**** RECORDED INFORMATION ****

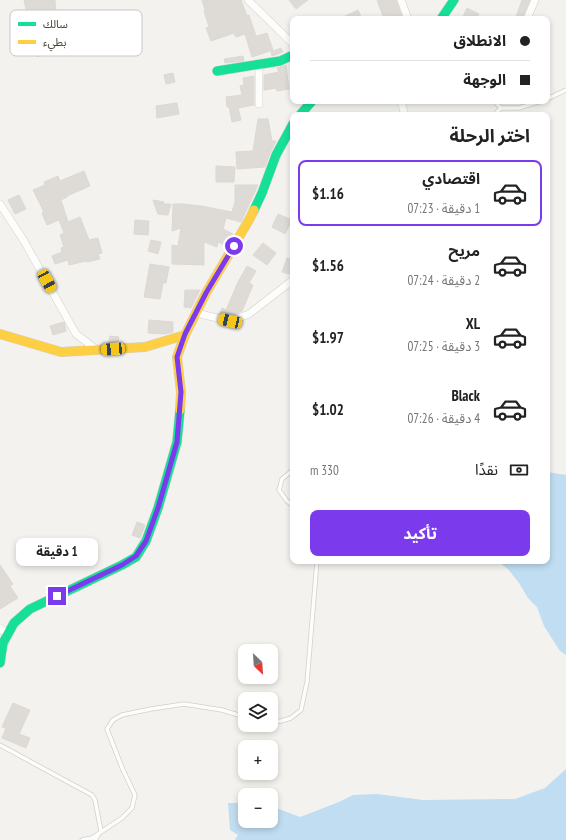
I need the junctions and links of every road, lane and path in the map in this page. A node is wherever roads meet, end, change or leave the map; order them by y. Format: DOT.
graph roads {
  1 [pos="248,0"];
  2 [pos="402,0"];
  3 [pos="454,0"];
  4 [pos="535,0"];
  5 [pos="407,16"];
  6 [pos="443,16"];
  7 [pos="528,16"];
  8 [pos="290,41"];
  9 [pos="290,56"];
  10 [pos="259,65"];
  11 [pos="217,71"];
  12 [pos="566,90"];
  13 [pos="550,98"];
  14 [pos="259,104"];
  15 [pos="309,104"];
  16 [pos="497,104"];
  17 [pos="532,104"];
  18 [pos="501,108"];
  19 [pos="303,112"];
  20 [pos="497,112"];
  21 [pos="290,129"];
  22 [pos="0,204"];
  23 [pos="290,282"];
  24 [pos="196,313"];
  25 [pos="0,334"];
  26 [pos="185,334"];
  27 [pos="97,350"];
  28 [pos="290,472"];
  29 [pos="290,504"];
  30 [pos="317,564"];
  31 [pos="0,628"];
  32 [pos="8,635"];
  33 [pos="0,663"];
  34 [pos="238,715"];
  35 [pos="278,721"];
  36 [pos="0,745"];
  37 [pos="101,831"];
  38 [pos="82,840"];
  39 [pos="95,840"];
  1 -- 8 [label="street"];
  2 -- 5 [label="street"];
  3 -- 6 [label="street"];
  4 -- 7 [label="street"];
  9 -- 10 [label="street"];
  10 -- 11 [label="street"];
  10 -- 14 [label="street"];
  12 -- 13 [label="lane"];
  15 -- 19 [label="street"];
  16 -- 18 [label="lane"];
  17 -- 18 [label="lane"];
  18 -- 20 [label="lane"];
  21 -- 24 [label="street"];
  22 -- 27 [label="street"];
  23 -- 24 [label="street"];
  24 -- 26 [label="street"];
  25 -- 27 [label="street"];
  26 -- 27 [label="street"];
  26 -- 32 [label="street"];
  28 -- 29 [label="lane"];
  30 -- 35 [label="lane"];
  31 -- 32 [label="street"];
  32 -- 33 [label="street"];
  34 -- 37 [label="lane"];
  36 -- 37 [label="lane"];
  37 -- 38 [label="lane"];
  37 -- 39 [label="lane"];
}
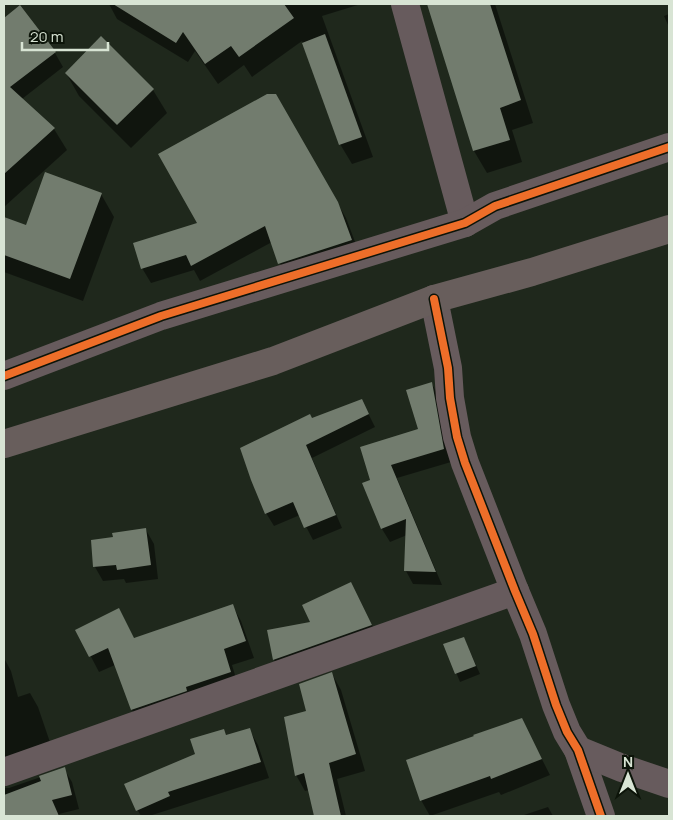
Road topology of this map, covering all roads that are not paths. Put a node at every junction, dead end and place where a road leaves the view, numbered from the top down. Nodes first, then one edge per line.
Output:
1 (405, 4) edge
2 (669, 148) edge
3 (465, 222) junction
4 (669, 229) edge
5 (434, 299) junction
6 (4, 376) edge
7 (4, 444) edge
8 (515, 591) junction
9 (578, 750) junction
10 (4, 772) edge
11 (669, 784) edge
12 (601, 816) edge

1 - 3 street
2 - 3 street
3 - 6 street
4 - 5 highway
5 - 7 highway
5 - 8 street
8 - 9 street
8 - 10 street
9 - 11 street
9 - 12 street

****

▶ _TASK INSTRUCTIONS_: Quote only the lines from the one containing "Road topology of" through the final line of the records, with both ends included.

▶ _TASK OUTPUT_:
Road topology of this map, covering all roads that are not paths. Put a node at every junction, dead end and place where a road leaves the view, numbered from the top down. Nodes first, then one edge per line.
Output:
1 (405, 4) edge
2 (669, 148) edge
3 (465, 222) junction
4 (669, 229) edge
5 (434, 299) junction
6 (4, 376) edge
7 (4, 444) edge
8 (515, 591) junction
9 (578, 750) junction
10 (4, 772) edge
11 (669, 784) edge
12 (601, 816) edge

1 - 3 street
2 - 3 street
3 - 6 street
4 - 5 highway
5 - 7 highway
5 - 8 street
8 - 9 street
8 - 10 street
9 - 11 street
9 - 12 street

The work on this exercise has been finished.